# I can't pay my ESB bill



## Maread (2 Jan 2012)

Hi,
I am currently on Jobseekers Benefit and due to extra expenses last month I am unable to pay my ESB bill.  The payment was due by direct debit on 16th Dec, which I missed.  I telephoned them and told them that I hope to be able to pay it during January, and I found their attitude very hostile. At the end of the conversation, the girl told me that she would set the direct debit payment to go again on 13th January, and if the payment didn't go through there was no guarantee of continued supply.

I intend to go to the Health Board tomorrow to see if I can get a supplementary payment.  I've never done this before so I'm not sure what to expect.  

Has anyone else had any experience of this with the ESB?  Would they cut someone off so soon?  I remember many years ago I missed a bill and the next bill arrived 2 months later with arrears.  Has their policy changed?  Surely, given that it is an essential utility, they should allow more time?

Any advice would be appreciated.


----------



## RichInSpirit (2 Jan 2012)

I'd advise you to cancel the direct debit. Ridiculous bank charges for bounced direct debits.  
Get a special budget card off them and agree to pay the bill in installments. You can pay it over 8 weeks i think. 
I'd ask Saint Vincent de Paul for help too. No stigma in asking in the present climate.


----------



## Maread (2 Jan 2012)

Thanks for your fast response, RichInSpirit!
I'm well aware of the bank charges for missed direct debits - €12.50!

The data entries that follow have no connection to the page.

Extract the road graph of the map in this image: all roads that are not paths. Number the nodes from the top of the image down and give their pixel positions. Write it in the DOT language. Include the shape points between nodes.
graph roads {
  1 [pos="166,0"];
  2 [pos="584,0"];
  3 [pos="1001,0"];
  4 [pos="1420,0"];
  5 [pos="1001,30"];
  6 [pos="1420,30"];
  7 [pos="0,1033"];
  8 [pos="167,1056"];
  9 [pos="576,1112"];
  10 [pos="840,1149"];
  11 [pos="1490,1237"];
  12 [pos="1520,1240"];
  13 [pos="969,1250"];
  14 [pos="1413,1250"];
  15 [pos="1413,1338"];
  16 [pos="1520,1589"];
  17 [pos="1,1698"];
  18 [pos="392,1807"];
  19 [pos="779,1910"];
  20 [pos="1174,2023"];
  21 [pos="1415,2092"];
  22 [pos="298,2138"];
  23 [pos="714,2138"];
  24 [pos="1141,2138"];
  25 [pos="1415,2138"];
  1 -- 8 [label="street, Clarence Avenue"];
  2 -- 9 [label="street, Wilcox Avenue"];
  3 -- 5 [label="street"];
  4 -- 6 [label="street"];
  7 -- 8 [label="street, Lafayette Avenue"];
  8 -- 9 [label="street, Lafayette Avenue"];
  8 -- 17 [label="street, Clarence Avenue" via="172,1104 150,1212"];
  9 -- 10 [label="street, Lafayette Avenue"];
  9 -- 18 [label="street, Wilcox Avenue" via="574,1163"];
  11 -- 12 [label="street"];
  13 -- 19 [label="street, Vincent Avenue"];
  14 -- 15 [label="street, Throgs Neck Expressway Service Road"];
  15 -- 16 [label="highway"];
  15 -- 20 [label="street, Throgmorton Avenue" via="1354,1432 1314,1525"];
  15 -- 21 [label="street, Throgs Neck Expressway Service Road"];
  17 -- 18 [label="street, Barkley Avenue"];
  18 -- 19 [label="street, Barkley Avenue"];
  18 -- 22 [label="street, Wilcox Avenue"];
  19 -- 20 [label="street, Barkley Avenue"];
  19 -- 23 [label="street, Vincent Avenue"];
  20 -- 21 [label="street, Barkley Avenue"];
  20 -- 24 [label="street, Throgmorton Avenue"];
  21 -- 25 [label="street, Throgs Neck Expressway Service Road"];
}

I didn't know about the special budget card or that I could pay in installments.  I will suggest it to them. Thanks


----------



## RichInSpirit (2 Jan 2012)

With the installments you have to have the current bill paid by the next bill which is 8 weeks. 
With the budget card you can top it up in the post office and even pay too much if you have it. 
Just thinking if you cancel the direct debit you would probably lose that price reduction in electricity for paying by direct debit. 
But direct debits can be a nightmare if your strapped for cash.


----------



## missthrifty (2 Jan 2012)

I asked the community welfare officer for help with esb and she sent me a basic supplementary welfare application form and asked for a copy of said bill.  That was mid dec and still heard nothing.  When esb ring they are hostile and have heard it all before attitude.  They don't offer a roll over of debt to the next bill VoP seem a good bet


----------



## Maread (2 Jan 2012)

Thanks, Miss Thrifty.  Is it possible the welfare people paid the bill for you already without telling you?


----------



## TheShark (5 Jan 2012)

Ask the ESB to install a token meter.
Buy €5 tokens at most shops , ESB will take a percentage (10% I think) of that towards your arrears.
That way you stay connected and will eventually clear your arrears.


----------



## Maread (5 Jan 2012)

Thanks for the tip, TheShark


----------



## niceoneted (5 Jan 2012)

If you need some help with working out a budget and managing your money better why not try completing the money make over section here - http://www.askaboutmoney.com/showthread.php?t=61289

Might help with you going forward so you don't end up in the same situation again, not being able to pay a bill.


----------



## theresa1 (6 Jan 2012)

TheShark said:


> Ask the ESB to install a token meter.
> Buy €5 tokens at most shops , ESB will take a percentage (10% I think) of that towards your arrears.
> That way you stay connected and will eventually clear your arrears.


 

I would avoid these type of non credit meters.


----------



## Bronte (6 Jan 2012)

I think you should contact the ESB again, you are in a vulnerable situation and it's not nice to have to phone up to ask for some lee way so the girl at the ESB should have cut you some slack.  Maybe send them an email and state your case and ask for their help and advice in how to pay them.  They have systems in place for people who need to pay weekly rather than monthly.  And it's better to have all your dealings with the ESB in writing as that way they are unlikely to cut you off. 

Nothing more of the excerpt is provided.